If you short out a car battery, the flow of current is so huge that the battery might even explode, drenching you in acid (Figure 1-30).
Lithium batteries are also dangerous. Never short-circuit a lithium battery: it can catch fire and burn you (Figure 1-31).
Use only an alkaline battery in this experiment, and only a single AA cell (Figure 1-32). You should also wear safety glasses in case you happen to have a defective battery.
You will need:
Figure 1-30.
Anyone who has dropped an adjustable wrench across the bare terminals of a car battery will tell you that short circuits can be dramatic at a “mere” 12 volts, if the battery is big enough.
Figure 1-31.
The low internal resistance of lithium batteries (which are often used in laptop computers) allows high currents to flow, with unexpected results. Never fool around with lithium batteries!
Figure 1-32.
Shorting out an alkaline battery can be safe if you follow the directions precisely. Even so, the battery is liable to become too hot to touch comfortably. Don’t try this with any type of rechargeable battery.
Procedure
Use an alkaline battery. Do not use any kind of rechargeable battery.

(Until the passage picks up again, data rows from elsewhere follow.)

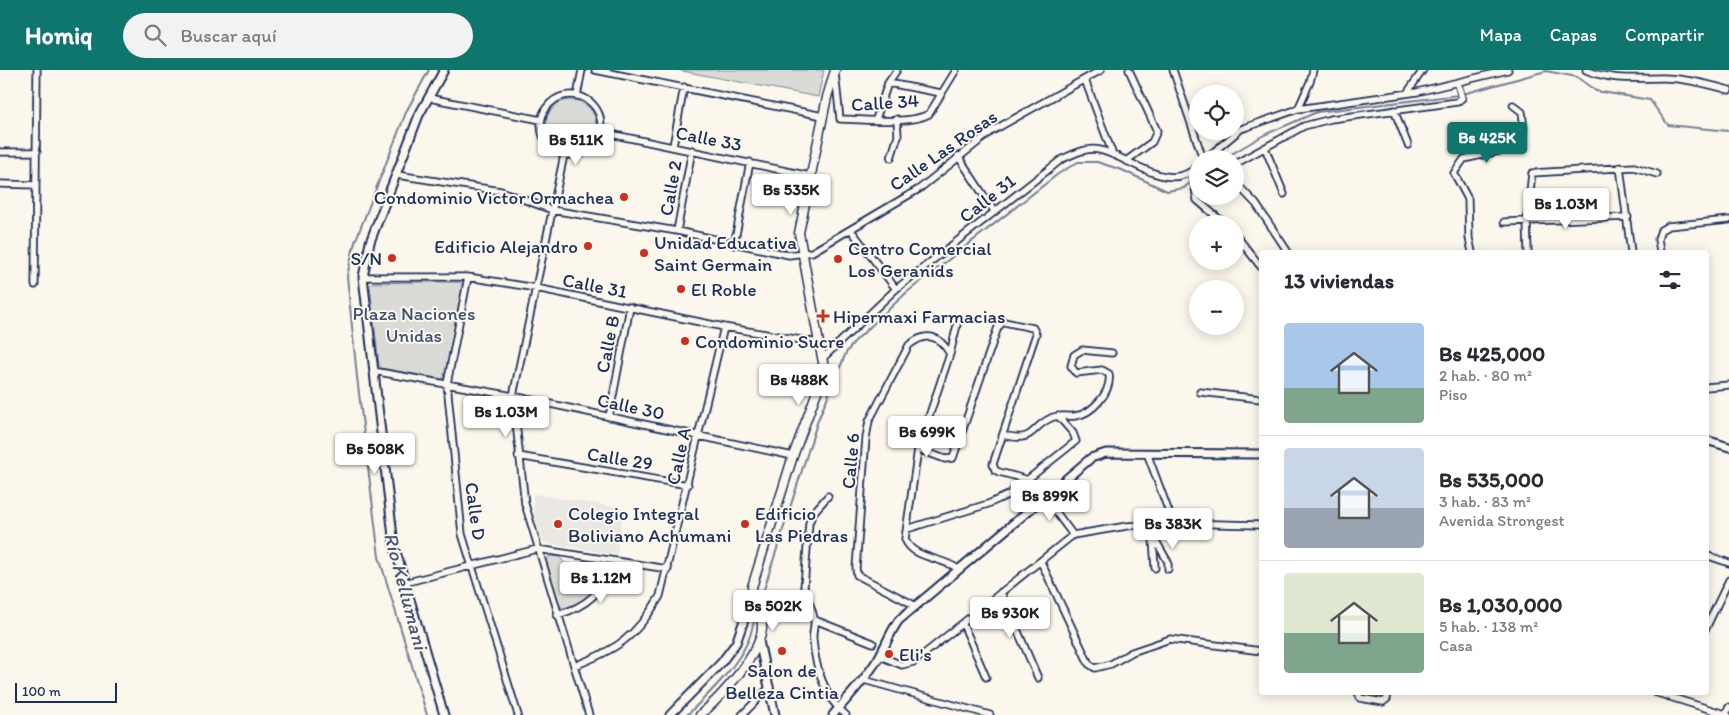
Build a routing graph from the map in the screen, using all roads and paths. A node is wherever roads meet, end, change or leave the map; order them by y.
1 (38, 70) edge
2 (444, 70) edge
3 (582, 70) edge
4 (595, 70) edge
5 (897, 70) edge
6 (956, 70) edge
7 (1101, 70) edge
8 (1129, 70) edge
9 (1173, 70) edge
10 (1313, 70) edge
11 (1423, 70) edge
12 (1508, 70) edge
13 (1586, 70) edge
14 (835, 71) edge
15 (1597, 73) edge
16 (1085, 80) junction
17 (888, 83) junction
18 (684, 87) junction
19 (1459, 90) junction
20 (1729, 90) edge
21 (941, 93) junction
22 (1407, 93) junction
23 (429, 96) junction
24 (577, 96) junction
25 (1513, 105) dead end
26 (1298, 109) junction
27 (1394, 110) junction
28 (823, 116) junction
29 (876, 119) junction
30 (897, 119) junction
31 (541, 120) junction
32 (601, 132) junction
33 (673, 146) junction
34 (1408, 146) dead end
35 (1265, 148) junction
36 (692, 150) junction
37 (1201, 150) edge
38 (1215, 150) edge
39 (0, 152) edge
40 (37, 152) junction
41 (564, 155) junction
42 (1113, 155) junction
43 (958, 156) junction
44 (891, 158) dead end
45 (1244, 159) edge
46 (1126, 161) junction
47 (750, 162) junction
48 (1620, 167) junction
49 (1657, 174) dead end
50 (397, 175) junction
51 (810, 176) junction
52 (1189, 176) edge
53 (0, 184) edge
54 (36, 185) junction
55 (1244, 191) edge
56 (1284, 194) dead end
57 (1203, 205) edge
58 (552, 210) junction
59 (994, 211) junction
60 (1214, 215) edge
61 (1628, 217) junction
62 (1729, 220) edge
63 (1528, 221) junction
64 (1504, 222) dead end
65 (851, 230) junction
66 (677, 231) junction
67 (734, 245) junction
68 (1244, 245) edge
69 (1287, 250) edge
70 (1472, 250) edge
71 (1528, 250) edge
72 (1632, 250) edge
73 (1660, 250) edge
74 (803, 254) junction
75 (1259, 264) edge
76 (363, 277) junction
77 (468, 277) junction
78 (35, 285) dead end
79 (536, 288) junction
80 (896, 289) junction
81 (630, 307) junction
82 (957, 325) dead end
83 (724, 327) junction
84 (818, 343) junction
85 (1112, 353) dead end
86 (950, 354) junction
87 (823, 358) junction
88 (374, 371) junction
89 (447, 384) junction
90 (1729, 385) edge
91 (1709, 387) edge
92 (1200, 392) dead end
93 (514, 396) junction
94 (1259, 399) edge
95 (1058, 416) junction
96 (609, 417) junction
97 (698, 435) junction
98 (1003, 435) junction
99 (1709, 441) edge
100 (1729, 447) edge
101 (918, 449) junction
102 (1147, 453) junction
103 (1259, 454) edge
104 (518, 456) junction
105 (793, 456) junction
106 (1026, 479) junction
107 (688, 485) junction
108 (828, 496) dead end
109 (1044, 496) junction
110 (1173, 523) junction
111 (1152, 524) junction
112 (1259, 525) edge
113 (907, 529) junction
114 (1073, 535) junction
115 (1154, 539) junction
116 (537, 549) junction
117 (1709, 556) edge
118 (614, 561) junction
119 (1041, 562) junction
120 (1729, 564) edge
121 (472, 566) junction
122 (668, 568) junction
123 (1155, 568) dead end
124 (958, 569) junction
125 (1168, 569) dead end
126 (1729, 580) edge
127 (404, 583) junction
128 (1001, 592) junction
129 (753, 601) junction
130 (916, 606) junction
131 (557, 615) junction
132 (814, 620) junction
133 (1709, 622) edge
134 (963, 624) junction
135 (759, 641) junction
136 (873, 643) dead end
137 (1259, 651) edge
138 (880, 656) junction
139 (574, 666) junction
140 (986, 677) dead end
141 (1038, 678) dead end
142 (864, 680) junction
143 (770, 687) junction
144 (1359, 695) edge
145 (1674, 695) edge
146 (1387, 696) edge
147 (1729, 707) edge
148 (835, 712) edge
149 (444, 715) edge
150 (518, 715) edge
151 (589, 715) edge
152 (670, 715) edge
153 (700, 715) edge
154 (742, 715) edge
155 (775, 715) edge
156 (846, 715) edge
157 (990, 715) edge
158 (1726, 715) edge

1 - 40 street
2 - 23 street
3 - 24 street
4 - 18 street
5 - 17 street
6 - 21 street, Calle 34
7 - 16 street, Calle Las Rosas
8 - 46 street
9 - 37 street
10 - 26 street
11 - 22 street
12 - 19 street
13 - 15 street
14 - 28 main road
14 - 29 street, Calle 34
15 - 20 street
16 - 42 street
16 - 43 street, Calle Las Rosas
17 - 21 street
17 - 29 street
18 - 28 street
18 - 33 street
19 - 22 street
19 - 27 street
21 - 30 street, Calle 34
22 - 26 street
23 - 31 street
23 - 50 street
24 - 31 street
24 - 32 street
25 - 70 street
26 - 38 street
27 - 34 street
27 - 35 street
28 - 51 main road
29 - 30 street, Calle 34
30 - 44 street
31 - 41 street
32 - 33 street, Calle 33
32 - 41 street
33 - 36 street, Calle 33
35 - 45 street
35 - 56 street
36 - 47 street, Calle 33
36 - 66 street, Calle 2
39 - 40 street
40 - 54 street
41 - 58 street
42 - 46 street, Calle 31
42 - 59 street, Calle 31
43 - 59 street
43 - 65 street, Calle Las Rosas
46 - 52 street, Calle 31
47 - 51 street, Calle 33
47 - 67 street
48 - 49 street
48 - 61 street
48 - 63 street
50 - 58 street
50 - 76 street
51 - 74 main road
53 - 54 street
54 - 78 street
55 - 69 street
57 - 60 street
58 - 66 street
58 - 79 street
59 - 80 street, Calle 31
61 - 63 street
61 - 72 street
62 - 73 street
63 - 64 street
63 - 71 street
65 - 74 street, Calle Las Rosas
65 - 80 street
66 - 67 street
67 - 74 street
68 - 75 street
74 - 84 main road
76 - 77 street, Calle 31
76 - 88 street
77 - 79 street, Calle 31
77 - 89 street, Calle D
79 - 81 street, Calle 31
79 - 93 street
80 - 87 street, Calle 31
81 - 83 street, Calle 31
81 - 96 street, Calle B
82 - 86 street
83 - 84 street, Calle 31
83 - 97 street, Calle A
84 - 87 main road
85 - 95 street
86 - 101 street
86 - 130 street, Calle 6
87 - 105 main road
88 - 89 street, Calle 30
88 - 127 street
89 - 93 street, Calle 30
89 - 121 street, Calle D
90 - 91 street
92 - 94 street
93 - 96 street, Calle 30
93 - 104 street
95 - 98 street
95 - 106 street
96 - 97 street, Calle 30
97 - 105 street, Calle 30
97 - 107 street, Calle A
98 - 101 street
98 - 106 street
99 - 100 street
101 - 113 street
102 - 103 street
102 - 109 street
102 - 110 street
104 - 107 street, Calle 29
104 - 116 street
105 - 129 main road
106 - 113 street
107 - 122 street, Calle A
108 - 132 street
109 - 114 street
109 - 124 street
110 - 111 street
110 - 112 street
111 - 114 street
111 - 115 street
113 - 124 street
114 - 119 street
115 - 123 street
115 - 125 street
116 - 118 street
116 - 121 street
116 - 131 street
117 - 120 street
118 - 122 street
118 - 131 street
119 - 128 street
119 - 137 street
121 - 127 street
121 - 150 street, Calle D
122 - 139 street, Calle A
124 - 130 street
126 - 133 street
127 - 149 street
128 - 134 street
128 - 141 street
129 - 135 main road
129 - 152 street
130 - 138 street
131 - 139 street
132 - 136 street
132 - 148 street
134 - 138 street
134 - 140 street
135 - 143 street
135 - 153 main road
138 - 142 street
139 - 151 street
142 - 148 street
142 - 157 street
143 - 154 street
143 - 155 street
144 - 146 street
145 - 158 street
147 - 158 street
148 - 156 street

Put the battery into a battery holder that’s designed for a single battery and has two thin insulated wires emerging from it, as shown in Figure 1-32. Do not use any other kind of battery holder.
Use an alligator clip to connect the bare ends of the wires, as shown in Figure 1-32. There will be no spark, because you are using only 1.5 volts. Wait one minute, and you’ll find that the wires are getting hot. Wait another minute, and the battery, too, will be hot.
The heat is caused by electricity flowing through the wires and through the electrolyte (the conductive fluid) inside the battery. If you’ve ever used a hand pump to force air into a bicycle tire, you know that the pump gets warm. Electricity behaves in much the same way. You can imagine the electricity being composed of particles (electrons) that make the wire hot as they push through it. This isn’t a perfect analogy, but it’s close enough for our purposes.
Chemical reactions inside the battery create electrical pressure. The correct name for this pressure is
voltage
, which is measured in volts and is named after Alessandro Volta, an electrical pioneer.
Going back to the water analogy: the height of the water in a tank is proportionate to the pressure of the water, and comparable to voltage. Figure 1-33 may help you to visualize this.
Figure 1-33.
Think of voltage as pressure, and amperes as flow.